[Stored dataset items]

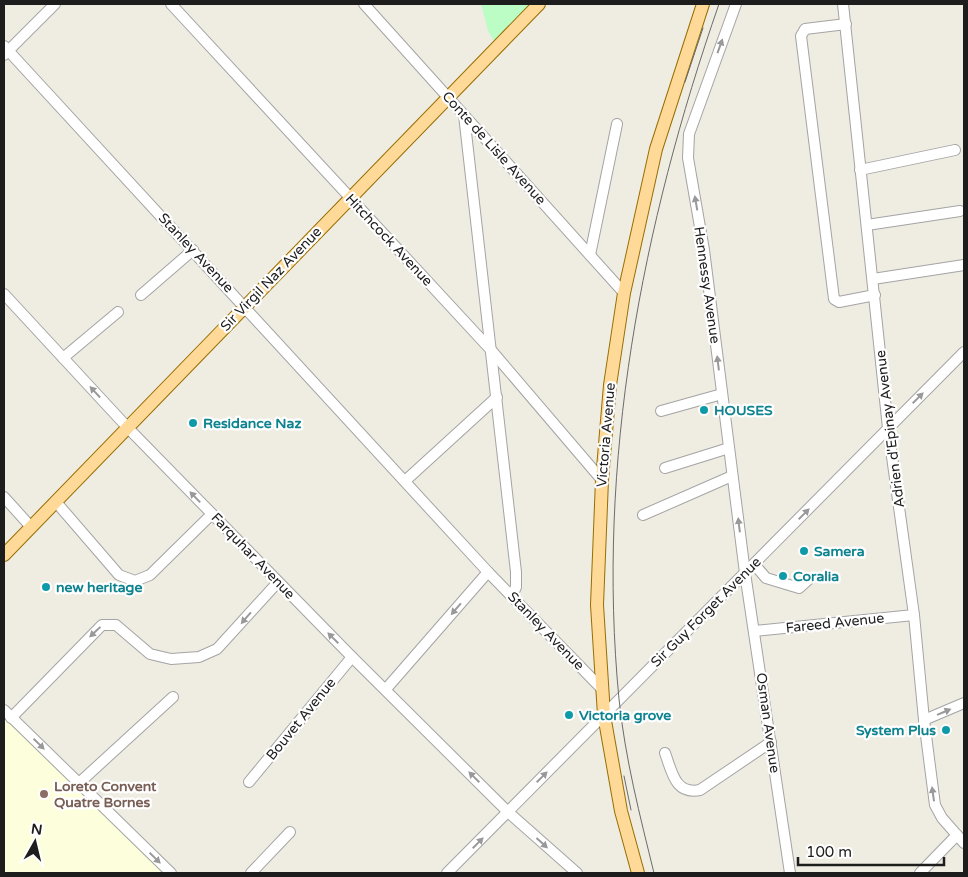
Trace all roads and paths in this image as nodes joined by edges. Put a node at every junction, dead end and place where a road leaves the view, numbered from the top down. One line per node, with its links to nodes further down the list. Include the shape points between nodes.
1 (55, 4): 9 (street)
2 (171, 4): 15 (street, Hitchcock Avenue)
3 (364, 4): 10 (street, Conte de Lisle Avenue)
4 (539, 4): 10 (main road, Sir Virgil Naz Avenue)
5 (703, 4): 22 (main road, Victoria Avenue, via 656,149)
6 (736, 4): 31 (street, Hennessy Avenue, one-way to 6, via 688,145 702,96)
7 (843, 4): 8 (street, Adrien d'Epinay Avenue)
8 (846, 24): 14 (street, Adrien d'Epinay Avenue); 25 (street, via 805,29 801,36 834,299 839,302)
9 (5, 51): 18 (street, Stanley Avenue)
10 (449, 97): 11 (street, Conte de Lisle Avenue); 15 (main road, Sir Virgil Naz Avenue)
11 (464, 115): 19 (street, Conte de Lisle Avenue); 28 (street)
12 (617, 124): 19 (street)
13 (955, 150): 14 (street)
14 (860, 170): 17 (street, Adrien d'Epinay Avenue)
15 (350, 198): 26 (main road, Sir Virgil Naz Avenue); 28 (street, Hitchcock Avenue)
16 (960, 211): 17 (street)
17 (867, 225): 21 (street, Adrien d'Epinay Avenue)
18 (193, 250): 24 (street); 26 (street, Stanley Avenue)
19 (590, 256): 22 (street, Conte de Lisle Avenue)
20 (964, 265): 21 (street)
21 (873, 279): 25 (street, Adrien d'Epinay Avenue)
22 (624, 293): 39 (main road, Victoria Avenue, via 610,385)
23 (4, 294): 30 (street, Farquhar Avenue)
24 (141, 295)
25 (875, 295): 35 (street, Adrien d'Epinay Avenue)
26 (245, 306): 34 (main road, Sir Virgil Naz Avenue); 40 (street, Stanley Avenue)
27 (118, 312): 30 (street)
28 (492, 350): 32 (street); 39 (street, Hitchcock Avenue)
29 (964, 352): 35 (street, Sir Guy Forget Avenue, one-way to 29)
30 (63, 358): 34 (street, Farquhar Avenue, one-way to 30)
31 (722, 394): 33 (street); 36 (street, Hennessy Avenue)
32 (497, 397): 40 (street); 52 (street, via 516,572)
33 (661, 411)
34 (128, 428): 42 (main road, Sir Virgil Naz Avenue); 43 (street, Farquhar Avenue, one-way to 34)
35 (888, 428): 47 (street, Sir Guy Forget Avenue, one-way to 35); 53 (street, Adrien d'Epinay Avenue)
36 (729, 448): 37 (street); 38 (street, Hennessy Avenue)
37 (665, 468)
38 (732, 476): 44 (street); 49 (street, Hennessy Avenue, one-way to 38)
39 (602, 480): 57 (main road, Victoria Avenue, via 597,605)
40 (405, 481): 48 (street, Stanley Avenue)
41 (4, 497): 45 (street)
42 (56, 502): 43 (street, via 119,575 135,581 150,574); 45 (main road, Sir Virgil Naz Avenue)
43 (212, 514): 51 (street, Farquhar Avenue)
44 (643, 515)
45 (32, 527): 46 (main road, Sir Virgil Naz Avenue)
46 (4, 556)
47 (754, 564): 49 (street, Sir Guy Forget Avenue); 50 (street, via 766,578 799,588)
48 (488, 572): 52 (street, Stanley Avenue); 56 (street, one-way to 56)
49 (745, 573): 54 (street, Osman Avenue); 61 (street, Sir Guy Forget Avenue)
50 (808, 580)
51 (278, 582): 55 (street, Farquhar Avenue, one-way to 51); 60 (street, one-way to 60, via 218,649 199,657 171,659 150,654 116,625 102,626)
52 (512, 596): 57 (street, Stanley Avenue)
53 (914, 615): 54 (street, Fareed Avenue); 62 (street, Adrien d'Epinay Avenue)
54 (755, 631): 63 (street, Osman Avenue)
55 (352, 657): 56 (street, Farquhar Avenue); 65 (street, Bouvet Avenue)
56 (386, 689): 67 (street, Farquhar Avenue, one-way to 56)
57 (603, 690): 61 (main road, Victoria Avenue)
58 (173, 697): 66 (street)
59 (964, 703): 62 (street, one-way to 59)
60 (8, 714): 66 (street, one-way to 66)
61 (604, 715): 67 (street, Sir Guy Forget Avenue, one-way to 61); 75 (main road, Victoria Avenue, via 621,811)
62 (924, 720): 69 (street, Adrien d'Epinay Avenue, one-way to 62, via 935,805)
63 (771, 742): 64 (street, via 700,790 693,791 678,785); 76 (street, Osman Avenue)
64 (665, 753)
65 (249, 782)
66 (79, 784): 71 (street, one-way to 71)
67 (508, 812): 73 (street, Sir Guy Forget Avenue, one-way to 67); 74 (street, Farquhar Avenue, one-way to 74)
68 (290, 832): 72 (street)
69 (957, 835): 70 (street, Adrien d'Epinay Avenue); 77 (street)
70 (964, 843)
71 (171, 873)
72 (251, 873)
73 (447, 873)
74 (577, 873)
75 (638, 873)
76 (790, 873)
77 (920, 873)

_INSTRUCTIONS TO FOLLOW_: Tell how many lines in the data include the string "Victoria". Reply with the number and no other text.

_WRITTEN ANSWER_: 5